My client was left with mixed feelings. Naturally, she was pleased that she had been given sole residence, and relieved that the matter was over (the court made a s.91(14) order preventing the father from making any further applications without leave), but she also had to explain to the children that they would not be seeing their father. How this will affect the children remains to be seen, but clearly the court did not agree with the father that it would be best for them if there were no further direct contact. Whether the father himself genuinely believed this, or whether he did what he did as a last-ditch attempt to persuade the court to grant him sole residence (and didn't want to lose face by changing his mind in court), only he knows.

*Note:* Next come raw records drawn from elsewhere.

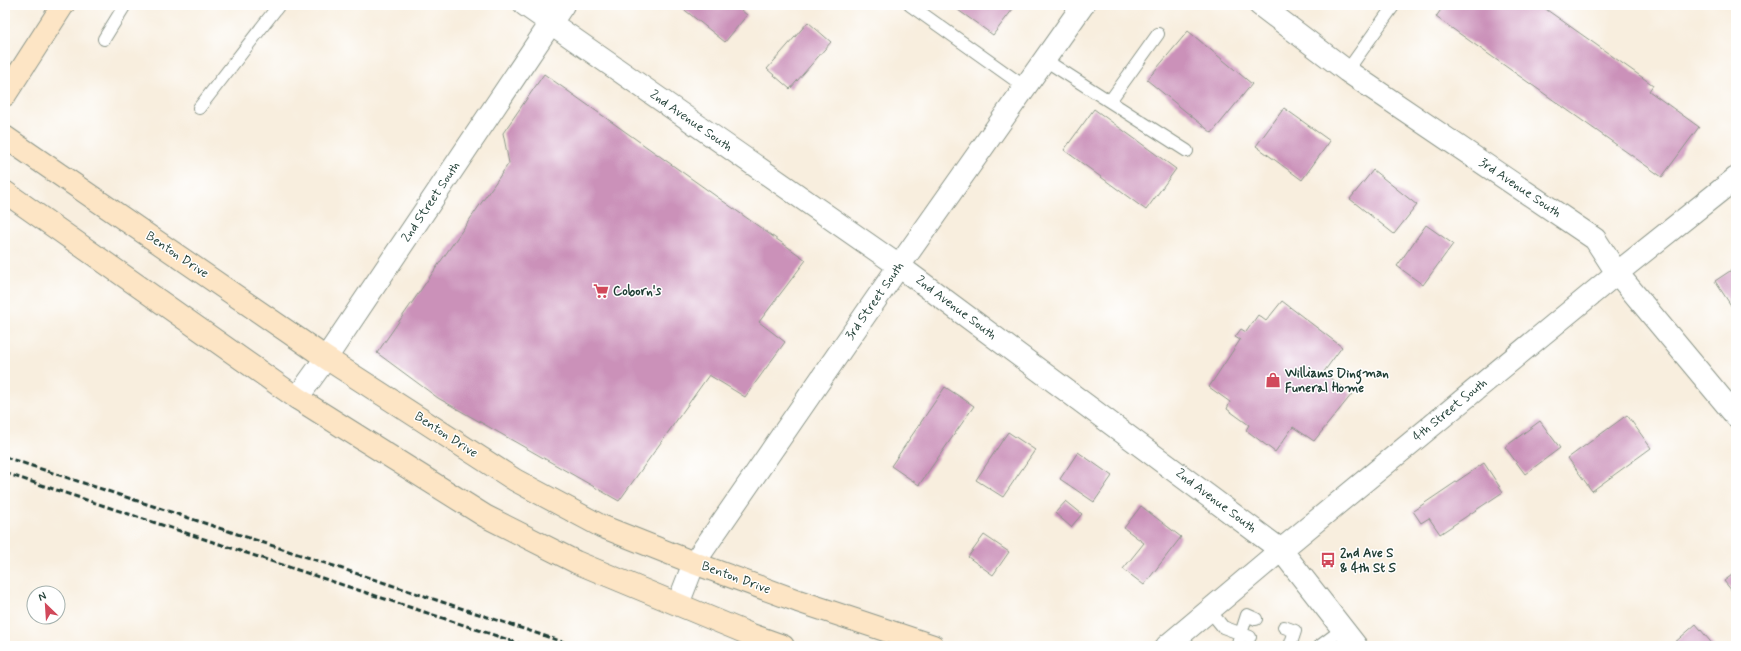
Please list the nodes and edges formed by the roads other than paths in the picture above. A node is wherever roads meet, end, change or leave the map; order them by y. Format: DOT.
graph roads {
  1 [pos="64,5"];
  2 [pos="125,5"];
  3 [pos="278,5"];
  4 [pos="525,5"];
  5 [pos="563,5"];
  6 [pos="910,5"];
  7 [pos="1083,5"];
  8 [pos="1260,5"];
  9 [pos="1394,5"];
  10 [pos="550,23"];
  11 [pos="1158,34"];
  12 [pos="104,39"];
  13 [pos="1045,60"];
  14 [pos="1348,71"];
  15 [pos="1025,87"];
  16 [pos="5,95"];
  17 [pos="1110,101"];
  18 [pos="199,108"];
  19 [pos="5,137"];
  20 [pos="1187,151"];
  21 [pos="1736,178"];
  22 [pos="5,192"];
  23 [pos="899,266"];
  24 [pos="1617,273"];
  25 [pos="326,358"];
  26 [pos="297,398"];
  27 [pos="1736,416"];
  28 [pos="1281,550"];
  29 [pos="694,563"];
  30 [pos="678,604"];
  31 [pos="1210,611"];
  32 [pos="1256,619"];
  33 [pos="1284,628"];
  34 [pos="1343,629"];
  35 [pos="1242,639"];
  36 [pos="783,646"];
  37 [pos="933,646"];
  38 [pos="1167,646"];
  39 [pos="1290,646"];
  40 [pos="1320,646"];
  41 [pos="1356,646"];
  1 -- 16 [label="main road"];
  2 -- 12 [label="lane"];
  3 -- 18 [label="lane"];
  4 -- 10 [label="street, 2nd Avenue South"];
  5 -- 10 [label="street, 2nd Street South"];
  6 -- 15 [label="lane"];
  7 -- 13 [label="street, 3rd Street South"];
  8 -- 14 [label="street, 3rd Avenue South"];
  9 -- 14 [label="lane"];
  10 -- 23 [label="street, 2nd Avenue South"];
  10 -- 25 [label="street, 2nd Street South"];
  11 -- 17 [label="lane"];
  13 -- 15 [label="street, 3rd Street South"];
  13 -- 17 [label="lane"];
  14 -- 24 [label="street, 3rd Avenue South"];
  15 -- 23 [label="street, 3rd Street South"];
  17 -- 20 [label="lane"];
  19 -- 25 [label="main road, Benton Drive"];
  21 -- 24 [label="street, 4th Street South"];
  22 -- 26 [label="main road"];
  23 -- 28 [label="street, 2nd Avenue South"];
  23 -- 29 [label="street, 3rd Street South"];
  24 -- 27 [label="street, 3rd Avenue South"];
  24 -- 28 [label="street, 4th Street South"];
  25 -- 26 [label="street, 2nd Street South"];
  25 -- 29 [label="main road, Benton Drive"];
  26 -- 30 [label="main road"];
  28 -- 31 [label="street, 4th Street South"];
  28 -- 34 [label="street, 2nd Avenue South"];
  29 -- 30 [label="street, 3rd Street South"];
  29 -- 37 [label="main road, Benton Drive"];
  30 -- 36 [label="main road"];
  31 -- 35 [label="lane"];
  31 -- 38 [label="street, 4th Street South"];
  32 -- 35 [label="lane"];
  33 -- 39 [label="lane"];
  34 -- 40 [label="lane"];
  34 -- 41 [label="street, 2nd Avenue South"];
}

As fathers' rights groups quite rightly remind us, fathers often lose contact with their children through no fault of their own, but the other side of the coin is those fathers who choose to stop contact, or who never attempt to have contact in the first place (I quite often have to advise mothers that the court cannot force the father to have contact). I hope that those fathers read the letter in the Guardian, and that it gives them pause for thought.

[Update: Dianne Benussi has written a post giving advice on what to do if your ex doesn't want to see the children.]

6 comments:

  1. If I were to write a letter today describing the circumstances of my ostracisation from my six-year-old daughter's life -- how I endured two years with her personality-disordered (and, on occasion, violent) mother, followed by five years' struggle to share in her upbringing and, finally, simply to maintain 'contact' after her mother moved away to the other side of the country; how I lost my business fighting to be her parent, and was reduced to scratching a living at the fag-end of the economy; how lawyers, judges and CAFCASS workers colluded in this exclusion for no other identifiable reason than that I was male; and how, crushed by debt, depression, the stress of week-to-week material survival, and the taunts and abuse I was subjected to when I collected and returned her, I eventually lost 'contact' with my daughter -- do you think The Guardian would publish it?

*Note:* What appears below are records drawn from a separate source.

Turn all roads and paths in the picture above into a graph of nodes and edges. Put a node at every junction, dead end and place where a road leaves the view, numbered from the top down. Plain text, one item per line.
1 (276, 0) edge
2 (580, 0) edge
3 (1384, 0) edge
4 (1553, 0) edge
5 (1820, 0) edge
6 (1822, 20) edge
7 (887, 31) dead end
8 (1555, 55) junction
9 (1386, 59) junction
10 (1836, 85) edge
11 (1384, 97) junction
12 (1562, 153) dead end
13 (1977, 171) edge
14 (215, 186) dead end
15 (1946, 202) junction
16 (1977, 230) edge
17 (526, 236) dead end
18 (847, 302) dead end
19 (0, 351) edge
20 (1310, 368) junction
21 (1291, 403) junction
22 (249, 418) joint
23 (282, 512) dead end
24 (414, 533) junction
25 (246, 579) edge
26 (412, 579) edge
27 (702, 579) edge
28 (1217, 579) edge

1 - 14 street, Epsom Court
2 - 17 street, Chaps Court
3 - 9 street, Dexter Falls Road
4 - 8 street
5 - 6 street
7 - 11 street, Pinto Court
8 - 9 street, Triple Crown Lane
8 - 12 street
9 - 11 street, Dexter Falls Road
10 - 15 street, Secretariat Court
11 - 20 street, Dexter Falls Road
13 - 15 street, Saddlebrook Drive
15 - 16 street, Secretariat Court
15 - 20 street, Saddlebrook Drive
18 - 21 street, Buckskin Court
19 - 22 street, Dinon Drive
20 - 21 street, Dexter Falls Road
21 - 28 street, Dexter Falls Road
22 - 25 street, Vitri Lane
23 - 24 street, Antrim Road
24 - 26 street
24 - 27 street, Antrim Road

    And in the unlikely event that The Guardian were to publish this letter, John, would you draw attention to it here in your blog? Would it give you 'pause for thought'?

    Or is it, rather, that you prefer to focus on 'the other side of the coin' -- that which casts fathers in a bad light and, apparently, undermines the grievances held by people like me against a system represented by people like you? You are erecting a straw man here -- the inevitable resort of one who is unable to provide a direct response to the issues raised by 'fathers' rights groups'.

    Pretty shabby stuff, really.

    P.S. As an aside (because it has no material bearing): in the individual case you cite, in which you represented the mother, I wonder what circumstances drove the father to this grim ultimatum? How long had the parents been in dispute, and how had the distance between the parental homes arisen? And if they had lived in close proximity, would your client have opposed shared residence?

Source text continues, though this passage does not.